▶ DATA EXCERPTS
###
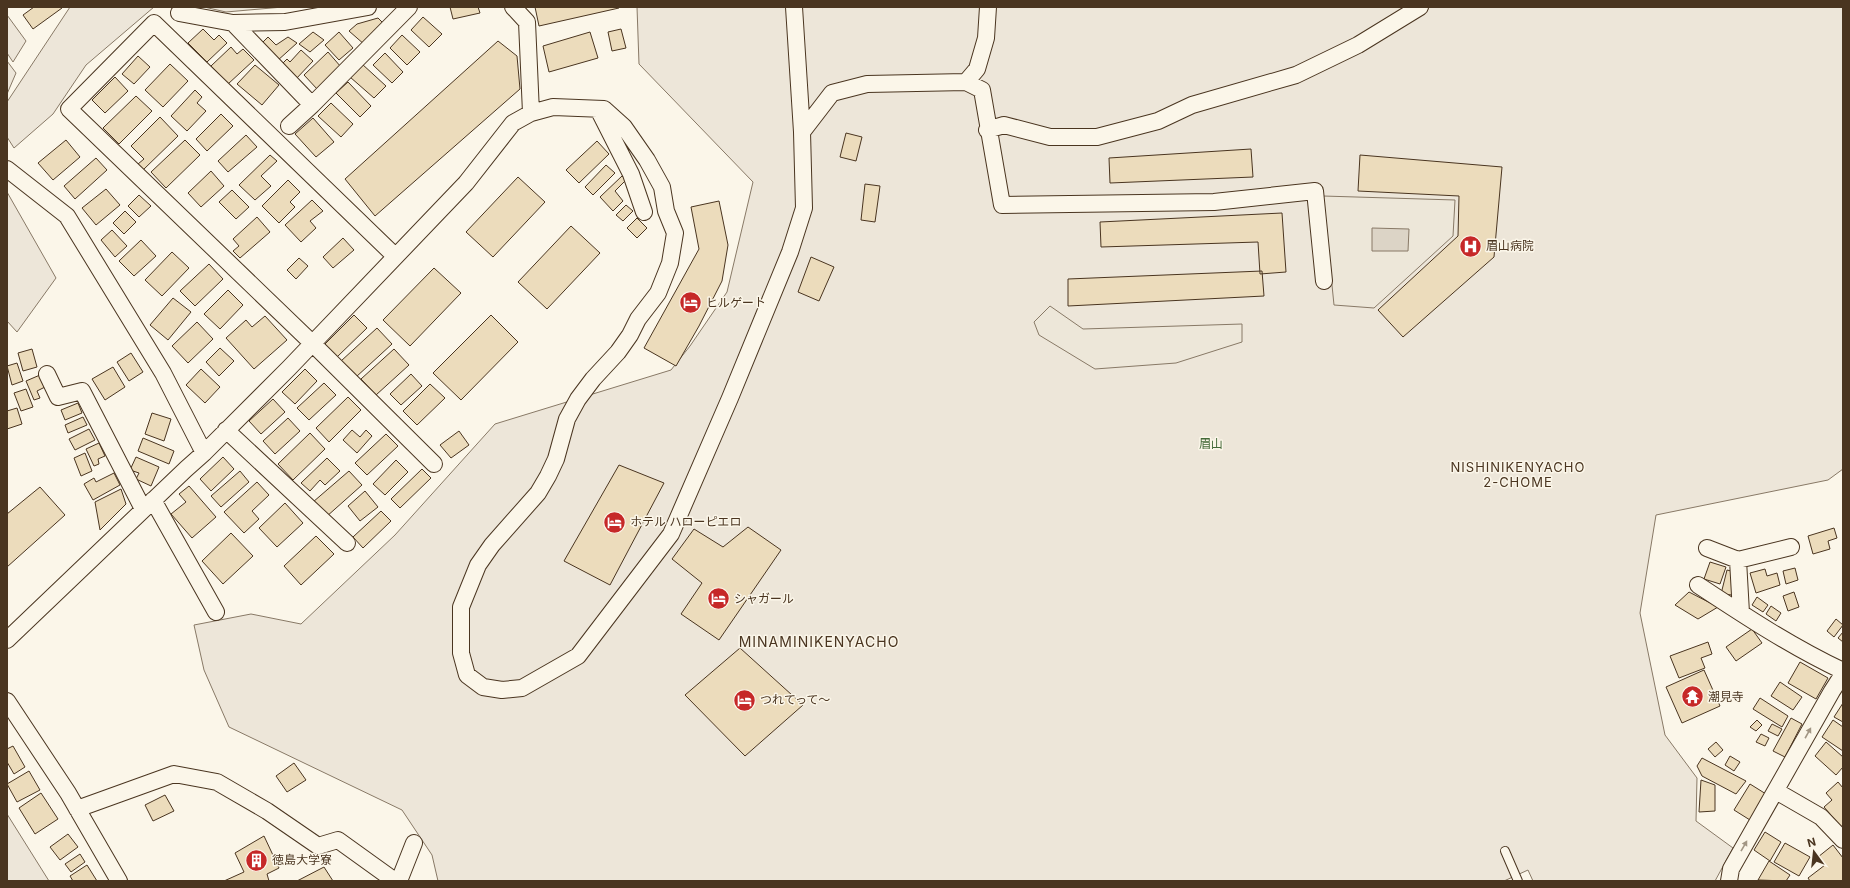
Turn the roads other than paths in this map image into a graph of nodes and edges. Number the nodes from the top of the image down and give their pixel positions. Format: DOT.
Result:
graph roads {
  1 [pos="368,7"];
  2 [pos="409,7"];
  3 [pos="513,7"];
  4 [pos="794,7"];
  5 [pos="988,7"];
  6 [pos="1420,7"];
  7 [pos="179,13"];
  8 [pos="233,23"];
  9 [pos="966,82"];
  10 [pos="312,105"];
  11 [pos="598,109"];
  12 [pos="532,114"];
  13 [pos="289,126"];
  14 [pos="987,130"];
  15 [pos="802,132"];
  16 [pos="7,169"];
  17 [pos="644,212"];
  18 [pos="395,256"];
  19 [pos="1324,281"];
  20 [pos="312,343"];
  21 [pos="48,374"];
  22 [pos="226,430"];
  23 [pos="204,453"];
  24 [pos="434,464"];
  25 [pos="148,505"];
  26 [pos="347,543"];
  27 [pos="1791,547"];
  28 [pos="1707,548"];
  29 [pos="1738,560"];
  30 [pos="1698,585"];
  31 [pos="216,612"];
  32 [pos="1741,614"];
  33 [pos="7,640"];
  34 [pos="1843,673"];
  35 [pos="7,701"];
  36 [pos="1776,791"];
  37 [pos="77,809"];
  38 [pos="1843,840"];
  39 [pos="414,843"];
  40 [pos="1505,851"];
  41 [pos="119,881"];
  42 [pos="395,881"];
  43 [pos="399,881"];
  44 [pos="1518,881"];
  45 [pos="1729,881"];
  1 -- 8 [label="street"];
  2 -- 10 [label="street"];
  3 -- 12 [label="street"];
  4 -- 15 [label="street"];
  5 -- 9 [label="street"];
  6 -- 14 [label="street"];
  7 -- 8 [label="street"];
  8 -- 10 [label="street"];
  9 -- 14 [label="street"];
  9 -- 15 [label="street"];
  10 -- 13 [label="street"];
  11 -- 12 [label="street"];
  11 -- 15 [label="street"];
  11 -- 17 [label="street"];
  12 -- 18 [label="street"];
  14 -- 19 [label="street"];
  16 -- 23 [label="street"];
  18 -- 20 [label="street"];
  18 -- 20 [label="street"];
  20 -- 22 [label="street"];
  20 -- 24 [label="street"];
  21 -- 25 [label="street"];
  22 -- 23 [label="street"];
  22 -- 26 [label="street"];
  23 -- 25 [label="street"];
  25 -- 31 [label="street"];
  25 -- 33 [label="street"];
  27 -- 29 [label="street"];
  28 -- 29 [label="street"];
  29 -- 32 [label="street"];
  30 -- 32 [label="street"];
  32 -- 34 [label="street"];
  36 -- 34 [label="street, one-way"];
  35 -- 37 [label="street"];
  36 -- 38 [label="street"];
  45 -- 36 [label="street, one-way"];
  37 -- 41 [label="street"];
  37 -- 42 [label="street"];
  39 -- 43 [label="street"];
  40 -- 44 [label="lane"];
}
###
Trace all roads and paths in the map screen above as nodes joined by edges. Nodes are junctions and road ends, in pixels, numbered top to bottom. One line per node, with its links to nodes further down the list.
###
Looking at the entries above, state the number of lines that contain "nodes" and add nothing more.

2